▸ **TASK**: The full listing should be reproduced exactly as it appears.

▬▬▬

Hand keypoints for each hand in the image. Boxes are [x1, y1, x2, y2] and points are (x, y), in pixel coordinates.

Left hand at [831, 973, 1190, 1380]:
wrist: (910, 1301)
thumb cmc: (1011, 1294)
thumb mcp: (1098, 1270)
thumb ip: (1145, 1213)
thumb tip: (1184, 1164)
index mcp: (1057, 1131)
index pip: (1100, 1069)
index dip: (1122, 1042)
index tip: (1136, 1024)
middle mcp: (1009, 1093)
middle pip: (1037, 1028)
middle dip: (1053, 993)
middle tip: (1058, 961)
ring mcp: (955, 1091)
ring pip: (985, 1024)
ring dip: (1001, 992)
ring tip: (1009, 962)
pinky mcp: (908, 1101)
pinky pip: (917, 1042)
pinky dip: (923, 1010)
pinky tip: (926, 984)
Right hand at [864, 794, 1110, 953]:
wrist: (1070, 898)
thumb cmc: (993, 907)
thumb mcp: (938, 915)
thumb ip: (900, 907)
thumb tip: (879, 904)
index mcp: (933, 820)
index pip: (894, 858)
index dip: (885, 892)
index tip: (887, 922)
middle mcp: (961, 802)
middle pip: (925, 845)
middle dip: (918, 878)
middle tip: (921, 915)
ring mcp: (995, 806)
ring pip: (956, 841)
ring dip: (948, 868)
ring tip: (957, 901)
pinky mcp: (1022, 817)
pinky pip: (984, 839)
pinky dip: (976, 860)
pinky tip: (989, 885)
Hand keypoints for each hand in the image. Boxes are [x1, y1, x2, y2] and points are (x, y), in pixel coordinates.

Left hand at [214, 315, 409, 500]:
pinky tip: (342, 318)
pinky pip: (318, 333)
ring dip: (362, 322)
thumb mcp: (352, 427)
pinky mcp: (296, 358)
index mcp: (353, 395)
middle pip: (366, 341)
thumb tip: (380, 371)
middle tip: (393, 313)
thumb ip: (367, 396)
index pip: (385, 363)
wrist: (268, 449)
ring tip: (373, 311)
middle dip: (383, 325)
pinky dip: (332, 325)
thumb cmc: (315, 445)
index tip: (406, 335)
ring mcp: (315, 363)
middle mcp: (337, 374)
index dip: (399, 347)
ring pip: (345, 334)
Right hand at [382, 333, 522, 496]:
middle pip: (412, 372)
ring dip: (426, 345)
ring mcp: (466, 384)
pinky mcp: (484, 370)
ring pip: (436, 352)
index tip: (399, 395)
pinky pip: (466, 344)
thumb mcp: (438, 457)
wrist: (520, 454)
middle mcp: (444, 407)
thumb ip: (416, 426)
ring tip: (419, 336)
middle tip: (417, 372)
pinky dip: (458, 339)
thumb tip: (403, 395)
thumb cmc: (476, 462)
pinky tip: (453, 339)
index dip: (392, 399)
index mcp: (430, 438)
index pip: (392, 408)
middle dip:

▬▬▬

▸ **WRITTEN REPLY**:
Hand keypoints for each hand in the image. Boxes are [x1, y1, x2, y2] and points are (x, y), in pixel coordinates.

Left hand at [831, 973, 1190, 1380]:
wrist: (910, 1301)
thumb cmc: (1011, 1294)
thumb mcp: (1098, 1270)
thumb ip: (1145, 1213)
thumb tip: (1184, 1164)
index mcp: (1057, 1131)
index pip: (1100, 1069)
index dip: (1122, 1042)
index tip: (1136, 1024)
middle mcp: (1009, 1093)
middle pip: (1037, 1028)
middle dip: (1053, 993)
middle tip: (1058, 961)
ring mcp: (955, 1091)
ring pip: (985, 1024)
ring dip: (1001, 992)
ring tip: (1009, 962)
pinky mcp: (908, 1101)
pinky pip: (917, 1042)
pinky dip: (923, 1010)
pinky tip: (926, 984)
Right hand at [864, 794, 1110, 953]:
wrist: (1070, 898)
thumb cmc: (993, 907)
thumb mcp: (938, 915)
thumb ip: (900, 907)
thumb tip: (879, 904)
index mcp: (933, 820)
index pip: (894, 858)
index dip: (885, 892)
index tip: (887, 922)
middle mcp: (961, 802)
middle pip: (925, 845)
middle dip: (918, 878)
middle tip: (921, 915)
ring mcp: (995, 806)
ring pip: (956, 841)
ring dip: (948, 868)
ring tip: (957, 901)
pinky mcp: (1022, 817)
pinky pip: (984, 839)
pinky dip: (976, 860)
pinky tip: (989, 885)
Hand keypoints for each hand in the image. Boxes are [x1, y1, x2, y2] and points are (x, y), in pixel coordinates.

Left hand at [214, 315, 409, 500]:
pinky tip: (342, 318)
pinky pip: (318, 333)
ring dip: (362, 322)
thumb mcp: (352, 427)
pinky mcp: (296, 358)
index mcp: (353, 395)
middle pip: (366, 341)
thumb tip: (380, 371)
middle tip: (393, 313)
thumb ip: (367, 396)
index pip: (385, 363)
wrist: (268, 449)
ring tip: (373, 311)
middle dip: (383, 325)
pinky dip: (332, 325)
thumb cmc: (315, 445)
index tip: (406, 335)
ring mcp: (315, 363)
middle mcp: (337, 374)
index dip: (399, 347)
ring pip: (345, 334)
Right hand at [382, 333, 522, 496]:
middle pip: (412, 372)
ring dip: (426, 345)
ring mcp: (466, 384)
pinky mcp: (484, 370)
ring pip: (436, 352)
index tip: (399, 395)
pinky pip: (466, 344)
thumb mcp: (438, 457)
wrist: (520, 454)
middle mcp: (444, 407)
thumb ip: (416, 426)
ring tip: (419, 336)
middle tip: (417, 372)
pinky dip: (458, 339)
thumb tip: (403, 395)
thumb cmc: (476, 462)
pinky tip: (453, 339)
index dip: (392, 399)
index mcp: (430, 438)
index pip: (392, 408)
middle dip:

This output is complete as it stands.